11:30 AM - 1 PM | August 24, September 21 & 28 | PSB 111 | Join via distance
Over 10,000 years, seven major Alaska Native nations have developed teaching and learning
practices that ensure the survival of their communities under often harsh conditions.
These ancient approaches offer fresh insights into our place in the world and strategies
to make education more engaging to a wider range of students and more relevant to
the pressing challenge of global survival. As UAA faculty, we want to ensure that
our Alaska Native students receive culturally responsive teaching, and that our non-Native
students are introduced to the richness of Alaska’s many indigenous cultures.

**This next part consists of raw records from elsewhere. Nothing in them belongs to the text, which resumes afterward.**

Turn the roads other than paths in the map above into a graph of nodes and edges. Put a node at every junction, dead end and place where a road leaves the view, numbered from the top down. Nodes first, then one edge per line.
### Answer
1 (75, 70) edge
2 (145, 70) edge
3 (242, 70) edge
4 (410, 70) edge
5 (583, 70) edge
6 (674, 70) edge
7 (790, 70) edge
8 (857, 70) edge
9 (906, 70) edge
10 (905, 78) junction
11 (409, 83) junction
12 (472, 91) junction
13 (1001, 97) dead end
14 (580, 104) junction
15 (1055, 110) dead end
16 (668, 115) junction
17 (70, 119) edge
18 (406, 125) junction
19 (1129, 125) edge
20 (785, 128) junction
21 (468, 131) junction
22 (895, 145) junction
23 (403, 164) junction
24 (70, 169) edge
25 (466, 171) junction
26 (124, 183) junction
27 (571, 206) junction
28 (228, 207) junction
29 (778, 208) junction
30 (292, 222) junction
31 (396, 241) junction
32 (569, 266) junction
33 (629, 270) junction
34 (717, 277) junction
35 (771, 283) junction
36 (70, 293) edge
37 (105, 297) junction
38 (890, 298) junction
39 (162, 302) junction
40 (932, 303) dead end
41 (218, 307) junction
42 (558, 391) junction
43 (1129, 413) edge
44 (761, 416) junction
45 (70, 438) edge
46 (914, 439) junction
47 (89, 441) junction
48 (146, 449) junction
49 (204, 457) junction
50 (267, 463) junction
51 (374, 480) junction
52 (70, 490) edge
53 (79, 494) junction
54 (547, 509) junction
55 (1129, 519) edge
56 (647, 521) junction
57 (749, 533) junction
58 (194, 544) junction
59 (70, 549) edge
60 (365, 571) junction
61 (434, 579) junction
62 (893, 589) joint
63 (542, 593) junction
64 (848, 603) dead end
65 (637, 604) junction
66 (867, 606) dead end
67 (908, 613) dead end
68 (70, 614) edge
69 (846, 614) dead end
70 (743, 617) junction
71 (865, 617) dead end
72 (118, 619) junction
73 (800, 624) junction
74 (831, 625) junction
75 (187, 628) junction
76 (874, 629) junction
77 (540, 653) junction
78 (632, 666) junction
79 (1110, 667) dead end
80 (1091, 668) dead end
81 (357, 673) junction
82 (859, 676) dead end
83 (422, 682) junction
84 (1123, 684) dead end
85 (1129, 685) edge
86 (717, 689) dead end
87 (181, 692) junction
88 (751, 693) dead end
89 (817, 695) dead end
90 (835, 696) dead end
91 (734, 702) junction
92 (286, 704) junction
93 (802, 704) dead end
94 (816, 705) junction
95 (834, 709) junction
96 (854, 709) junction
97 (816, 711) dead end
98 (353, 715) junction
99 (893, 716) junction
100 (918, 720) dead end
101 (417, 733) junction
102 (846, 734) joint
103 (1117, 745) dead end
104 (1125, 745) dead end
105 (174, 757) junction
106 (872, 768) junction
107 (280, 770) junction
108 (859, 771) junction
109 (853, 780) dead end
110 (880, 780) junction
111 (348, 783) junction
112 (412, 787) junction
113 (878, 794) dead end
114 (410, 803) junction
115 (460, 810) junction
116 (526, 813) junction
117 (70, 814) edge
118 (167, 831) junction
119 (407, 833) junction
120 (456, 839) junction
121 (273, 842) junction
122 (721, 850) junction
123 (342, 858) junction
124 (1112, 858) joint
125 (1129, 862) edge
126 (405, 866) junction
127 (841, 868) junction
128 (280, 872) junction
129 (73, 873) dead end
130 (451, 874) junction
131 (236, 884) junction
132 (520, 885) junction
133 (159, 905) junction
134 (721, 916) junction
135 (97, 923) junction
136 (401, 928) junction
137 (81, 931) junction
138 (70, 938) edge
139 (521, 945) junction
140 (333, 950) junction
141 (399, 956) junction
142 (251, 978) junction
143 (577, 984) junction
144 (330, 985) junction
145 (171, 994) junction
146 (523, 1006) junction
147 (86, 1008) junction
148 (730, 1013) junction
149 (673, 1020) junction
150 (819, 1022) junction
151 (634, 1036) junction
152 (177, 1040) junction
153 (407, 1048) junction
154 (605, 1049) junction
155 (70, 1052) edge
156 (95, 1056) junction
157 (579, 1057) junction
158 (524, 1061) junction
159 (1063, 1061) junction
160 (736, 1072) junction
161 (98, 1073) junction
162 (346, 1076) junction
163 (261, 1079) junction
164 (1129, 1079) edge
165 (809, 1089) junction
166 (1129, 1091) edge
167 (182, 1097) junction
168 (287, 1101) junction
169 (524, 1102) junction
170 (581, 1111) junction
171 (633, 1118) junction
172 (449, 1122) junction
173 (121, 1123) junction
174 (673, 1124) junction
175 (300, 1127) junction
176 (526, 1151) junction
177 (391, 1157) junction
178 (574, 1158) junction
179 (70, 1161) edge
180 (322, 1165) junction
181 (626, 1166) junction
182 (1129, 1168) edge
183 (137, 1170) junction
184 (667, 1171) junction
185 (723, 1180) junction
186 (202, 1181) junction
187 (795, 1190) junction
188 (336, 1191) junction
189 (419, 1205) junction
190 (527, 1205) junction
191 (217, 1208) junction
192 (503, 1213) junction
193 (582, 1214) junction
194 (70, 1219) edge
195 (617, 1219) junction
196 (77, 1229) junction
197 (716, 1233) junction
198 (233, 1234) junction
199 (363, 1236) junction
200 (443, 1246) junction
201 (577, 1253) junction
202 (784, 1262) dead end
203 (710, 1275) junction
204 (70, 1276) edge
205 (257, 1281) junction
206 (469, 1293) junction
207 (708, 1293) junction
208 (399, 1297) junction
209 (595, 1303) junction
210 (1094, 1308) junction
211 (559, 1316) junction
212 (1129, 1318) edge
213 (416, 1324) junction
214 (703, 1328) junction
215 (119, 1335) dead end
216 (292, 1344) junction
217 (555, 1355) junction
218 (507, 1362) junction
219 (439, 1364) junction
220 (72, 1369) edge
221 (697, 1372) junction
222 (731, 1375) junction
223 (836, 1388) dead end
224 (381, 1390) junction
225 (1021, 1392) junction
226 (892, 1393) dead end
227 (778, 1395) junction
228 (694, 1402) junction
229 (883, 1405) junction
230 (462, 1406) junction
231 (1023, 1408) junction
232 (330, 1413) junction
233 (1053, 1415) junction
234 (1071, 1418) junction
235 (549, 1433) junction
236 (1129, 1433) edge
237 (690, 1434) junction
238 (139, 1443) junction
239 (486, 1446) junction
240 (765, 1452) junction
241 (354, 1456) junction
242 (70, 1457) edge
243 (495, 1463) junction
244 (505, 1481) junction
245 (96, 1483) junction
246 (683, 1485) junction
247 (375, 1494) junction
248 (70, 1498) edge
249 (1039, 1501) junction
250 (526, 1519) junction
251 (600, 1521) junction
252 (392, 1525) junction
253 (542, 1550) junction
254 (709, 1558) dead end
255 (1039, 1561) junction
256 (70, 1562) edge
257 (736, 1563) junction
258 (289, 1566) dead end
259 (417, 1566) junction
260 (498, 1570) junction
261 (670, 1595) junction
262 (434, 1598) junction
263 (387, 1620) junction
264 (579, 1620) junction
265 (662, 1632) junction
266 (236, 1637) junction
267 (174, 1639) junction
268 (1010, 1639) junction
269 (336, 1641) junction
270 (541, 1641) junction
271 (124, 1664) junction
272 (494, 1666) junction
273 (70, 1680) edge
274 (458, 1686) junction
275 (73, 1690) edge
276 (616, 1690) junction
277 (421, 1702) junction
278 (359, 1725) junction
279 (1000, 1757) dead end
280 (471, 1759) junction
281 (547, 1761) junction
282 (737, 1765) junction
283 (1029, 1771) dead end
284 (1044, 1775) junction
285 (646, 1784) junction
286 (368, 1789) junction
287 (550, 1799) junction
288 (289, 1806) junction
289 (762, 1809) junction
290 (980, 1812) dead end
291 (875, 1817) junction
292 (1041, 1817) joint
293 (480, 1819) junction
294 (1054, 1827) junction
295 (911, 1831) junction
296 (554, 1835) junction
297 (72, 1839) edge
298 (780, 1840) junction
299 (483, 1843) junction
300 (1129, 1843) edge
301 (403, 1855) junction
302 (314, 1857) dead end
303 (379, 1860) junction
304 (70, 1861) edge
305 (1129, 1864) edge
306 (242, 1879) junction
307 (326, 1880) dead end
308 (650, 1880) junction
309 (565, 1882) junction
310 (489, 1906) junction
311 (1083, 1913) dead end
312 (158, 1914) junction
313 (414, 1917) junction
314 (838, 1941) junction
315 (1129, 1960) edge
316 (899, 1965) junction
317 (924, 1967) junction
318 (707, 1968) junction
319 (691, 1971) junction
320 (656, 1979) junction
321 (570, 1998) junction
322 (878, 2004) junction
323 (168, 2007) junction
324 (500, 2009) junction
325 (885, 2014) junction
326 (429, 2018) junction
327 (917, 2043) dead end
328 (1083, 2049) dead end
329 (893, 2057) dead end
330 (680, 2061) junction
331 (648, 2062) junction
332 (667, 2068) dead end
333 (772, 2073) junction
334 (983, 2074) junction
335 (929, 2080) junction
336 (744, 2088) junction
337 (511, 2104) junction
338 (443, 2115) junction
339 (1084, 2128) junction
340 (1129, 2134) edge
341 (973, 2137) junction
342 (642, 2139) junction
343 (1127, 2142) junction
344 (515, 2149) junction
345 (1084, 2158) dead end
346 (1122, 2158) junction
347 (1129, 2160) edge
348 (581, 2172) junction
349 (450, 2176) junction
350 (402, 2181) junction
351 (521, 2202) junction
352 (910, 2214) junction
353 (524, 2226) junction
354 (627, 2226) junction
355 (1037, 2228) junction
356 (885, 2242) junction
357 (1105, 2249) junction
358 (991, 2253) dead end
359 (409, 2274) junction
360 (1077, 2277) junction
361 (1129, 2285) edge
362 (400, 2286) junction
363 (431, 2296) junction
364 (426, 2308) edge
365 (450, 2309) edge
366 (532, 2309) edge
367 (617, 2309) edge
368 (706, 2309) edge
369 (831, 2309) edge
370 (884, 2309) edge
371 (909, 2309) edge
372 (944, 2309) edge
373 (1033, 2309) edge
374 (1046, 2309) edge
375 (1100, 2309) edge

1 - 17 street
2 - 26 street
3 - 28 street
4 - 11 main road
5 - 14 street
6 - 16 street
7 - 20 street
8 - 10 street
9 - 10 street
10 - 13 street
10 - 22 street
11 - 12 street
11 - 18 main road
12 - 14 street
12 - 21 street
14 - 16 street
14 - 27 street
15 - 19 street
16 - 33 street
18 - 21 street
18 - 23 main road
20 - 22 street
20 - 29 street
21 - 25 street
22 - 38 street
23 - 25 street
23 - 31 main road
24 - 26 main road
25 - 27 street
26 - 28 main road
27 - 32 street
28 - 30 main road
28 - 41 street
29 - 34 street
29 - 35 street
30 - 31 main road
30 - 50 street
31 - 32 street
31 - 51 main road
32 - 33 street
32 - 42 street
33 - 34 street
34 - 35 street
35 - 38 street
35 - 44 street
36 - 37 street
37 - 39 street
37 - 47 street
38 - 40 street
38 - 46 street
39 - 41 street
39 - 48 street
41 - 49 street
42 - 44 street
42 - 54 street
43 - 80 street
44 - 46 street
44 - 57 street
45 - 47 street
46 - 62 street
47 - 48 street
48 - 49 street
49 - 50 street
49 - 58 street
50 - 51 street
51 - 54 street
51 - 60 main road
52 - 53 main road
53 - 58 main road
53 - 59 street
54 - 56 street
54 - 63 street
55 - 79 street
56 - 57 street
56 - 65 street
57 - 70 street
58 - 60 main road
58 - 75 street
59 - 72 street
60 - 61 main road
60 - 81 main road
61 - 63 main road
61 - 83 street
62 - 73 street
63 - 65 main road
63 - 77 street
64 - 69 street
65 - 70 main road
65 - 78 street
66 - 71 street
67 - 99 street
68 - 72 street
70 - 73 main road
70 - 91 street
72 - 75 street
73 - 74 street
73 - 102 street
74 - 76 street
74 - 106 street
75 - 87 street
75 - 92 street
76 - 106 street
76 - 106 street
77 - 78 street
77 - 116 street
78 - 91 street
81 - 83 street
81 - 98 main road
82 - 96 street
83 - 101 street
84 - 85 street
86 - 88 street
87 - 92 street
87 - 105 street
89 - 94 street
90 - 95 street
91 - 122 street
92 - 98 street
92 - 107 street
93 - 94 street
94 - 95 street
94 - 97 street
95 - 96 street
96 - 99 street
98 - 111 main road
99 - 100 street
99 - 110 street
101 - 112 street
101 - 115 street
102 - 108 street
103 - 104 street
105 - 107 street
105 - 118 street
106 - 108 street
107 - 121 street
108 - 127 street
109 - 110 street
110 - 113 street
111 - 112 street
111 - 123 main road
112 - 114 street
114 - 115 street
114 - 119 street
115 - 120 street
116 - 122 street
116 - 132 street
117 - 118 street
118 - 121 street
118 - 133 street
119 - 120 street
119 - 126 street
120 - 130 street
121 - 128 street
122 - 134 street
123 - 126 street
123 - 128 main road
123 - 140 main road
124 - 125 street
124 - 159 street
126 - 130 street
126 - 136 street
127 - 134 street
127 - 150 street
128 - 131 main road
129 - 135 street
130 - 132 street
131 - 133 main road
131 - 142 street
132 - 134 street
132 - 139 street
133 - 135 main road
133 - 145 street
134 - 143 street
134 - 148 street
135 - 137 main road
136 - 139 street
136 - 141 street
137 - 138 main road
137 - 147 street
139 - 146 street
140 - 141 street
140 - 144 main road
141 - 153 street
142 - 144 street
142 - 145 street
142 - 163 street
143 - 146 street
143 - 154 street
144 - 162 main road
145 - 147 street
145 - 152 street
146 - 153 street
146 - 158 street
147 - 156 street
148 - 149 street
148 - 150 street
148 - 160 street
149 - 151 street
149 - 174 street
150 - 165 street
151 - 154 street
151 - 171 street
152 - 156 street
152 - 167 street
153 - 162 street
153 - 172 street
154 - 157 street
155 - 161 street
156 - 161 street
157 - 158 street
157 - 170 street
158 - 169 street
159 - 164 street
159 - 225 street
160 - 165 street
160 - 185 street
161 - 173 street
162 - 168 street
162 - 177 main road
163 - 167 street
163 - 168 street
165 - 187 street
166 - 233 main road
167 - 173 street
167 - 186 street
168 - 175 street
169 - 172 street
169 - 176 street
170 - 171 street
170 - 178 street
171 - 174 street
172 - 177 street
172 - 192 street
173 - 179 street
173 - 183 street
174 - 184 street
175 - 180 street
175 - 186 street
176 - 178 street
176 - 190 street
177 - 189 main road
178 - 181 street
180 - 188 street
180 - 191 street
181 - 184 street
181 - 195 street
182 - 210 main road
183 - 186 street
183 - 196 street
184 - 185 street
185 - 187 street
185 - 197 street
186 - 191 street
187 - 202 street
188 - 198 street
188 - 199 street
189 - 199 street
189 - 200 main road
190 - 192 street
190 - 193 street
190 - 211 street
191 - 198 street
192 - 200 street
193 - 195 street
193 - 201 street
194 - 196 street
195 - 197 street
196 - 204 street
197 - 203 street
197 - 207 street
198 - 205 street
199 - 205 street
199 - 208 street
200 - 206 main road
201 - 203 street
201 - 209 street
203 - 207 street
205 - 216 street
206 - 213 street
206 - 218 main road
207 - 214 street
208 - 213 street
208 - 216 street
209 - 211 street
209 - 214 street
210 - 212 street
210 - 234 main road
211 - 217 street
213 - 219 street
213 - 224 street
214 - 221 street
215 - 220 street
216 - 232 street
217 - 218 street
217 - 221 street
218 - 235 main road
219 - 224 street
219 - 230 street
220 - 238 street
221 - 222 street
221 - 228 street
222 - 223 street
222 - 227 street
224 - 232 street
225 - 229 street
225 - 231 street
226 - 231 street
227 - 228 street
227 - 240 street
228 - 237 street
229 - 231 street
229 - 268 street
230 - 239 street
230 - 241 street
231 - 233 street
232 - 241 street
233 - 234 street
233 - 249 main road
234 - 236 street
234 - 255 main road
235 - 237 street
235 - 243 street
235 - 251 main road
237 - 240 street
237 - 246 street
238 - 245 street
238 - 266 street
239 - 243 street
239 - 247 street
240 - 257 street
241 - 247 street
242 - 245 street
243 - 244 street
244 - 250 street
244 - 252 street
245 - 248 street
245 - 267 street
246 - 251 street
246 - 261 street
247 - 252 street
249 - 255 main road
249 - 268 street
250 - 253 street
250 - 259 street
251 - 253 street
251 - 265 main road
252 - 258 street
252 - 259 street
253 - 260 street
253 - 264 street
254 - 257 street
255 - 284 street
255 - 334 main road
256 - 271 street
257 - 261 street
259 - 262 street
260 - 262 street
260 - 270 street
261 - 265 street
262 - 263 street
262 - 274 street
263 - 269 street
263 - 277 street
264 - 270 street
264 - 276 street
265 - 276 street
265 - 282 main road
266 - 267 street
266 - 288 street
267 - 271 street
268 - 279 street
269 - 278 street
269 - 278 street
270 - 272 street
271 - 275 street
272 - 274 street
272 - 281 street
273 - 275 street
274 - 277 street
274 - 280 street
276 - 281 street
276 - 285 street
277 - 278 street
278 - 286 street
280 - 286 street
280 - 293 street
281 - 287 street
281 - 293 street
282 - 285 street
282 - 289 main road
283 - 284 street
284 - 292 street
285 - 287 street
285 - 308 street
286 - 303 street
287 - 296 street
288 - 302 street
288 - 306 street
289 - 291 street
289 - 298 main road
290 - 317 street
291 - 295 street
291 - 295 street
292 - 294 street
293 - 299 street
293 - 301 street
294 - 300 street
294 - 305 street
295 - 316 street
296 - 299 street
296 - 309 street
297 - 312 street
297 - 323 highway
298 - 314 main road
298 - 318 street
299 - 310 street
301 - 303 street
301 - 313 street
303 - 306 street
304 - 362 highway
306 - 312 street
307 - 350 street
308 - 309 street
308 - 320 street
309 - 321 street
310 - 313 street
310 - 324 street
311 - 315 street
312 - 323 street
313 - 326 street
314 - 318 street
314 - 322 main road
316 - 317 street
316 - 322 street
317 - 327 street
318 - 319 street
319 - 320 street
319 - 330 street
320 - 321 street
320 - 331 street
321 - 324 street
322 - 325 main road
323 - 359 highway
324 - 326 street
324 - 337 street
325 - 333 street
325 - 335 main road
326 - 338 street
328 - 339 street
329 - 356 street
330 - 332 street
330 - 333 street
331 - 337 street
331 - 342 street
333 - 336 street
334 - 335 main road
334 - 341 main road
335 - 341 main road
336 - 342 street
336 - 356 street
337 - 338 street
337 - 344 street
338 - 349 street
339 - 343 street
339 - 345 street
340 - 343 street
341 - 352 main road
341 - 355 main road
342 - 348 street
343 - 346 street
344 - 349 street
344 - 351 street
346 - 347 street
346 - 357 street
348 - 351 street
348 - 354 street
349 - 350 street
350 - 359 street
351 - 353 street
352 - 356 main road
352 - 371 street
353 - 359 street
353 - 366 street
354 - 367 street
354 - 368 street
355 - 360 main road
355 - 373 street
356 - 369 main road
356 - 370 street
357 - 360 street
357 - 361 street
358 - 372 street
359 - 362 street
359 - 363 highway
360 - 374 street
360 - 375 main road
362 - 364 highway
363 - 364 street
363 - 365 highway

Join us for a three-session faculty learning community based on the book Stop Talking: Indigenous Ways of Teaching and Learning and Difficult Dialogues in
Higher Education. This series will introduce faculty to traditional Alaska Native ways of teaching and
learning, and offer an opportunity to reflect on current teaching practices and the
possibilities for broadening them to include these approaches. Together we will explore
how pedagogies from Alaska’s Native cultures can enliven our teaching practices and
help prepare students for the daunting challenges of the 21st century. We will also discuss key difficult dialogues between Alaska’s Native communities
and academia, and tie our work to the student learning outcomes for the new Alaska
Native-themed GER launching this fall.
Co-sponsored by CAFE and the Faculty Senate Diversity Committee.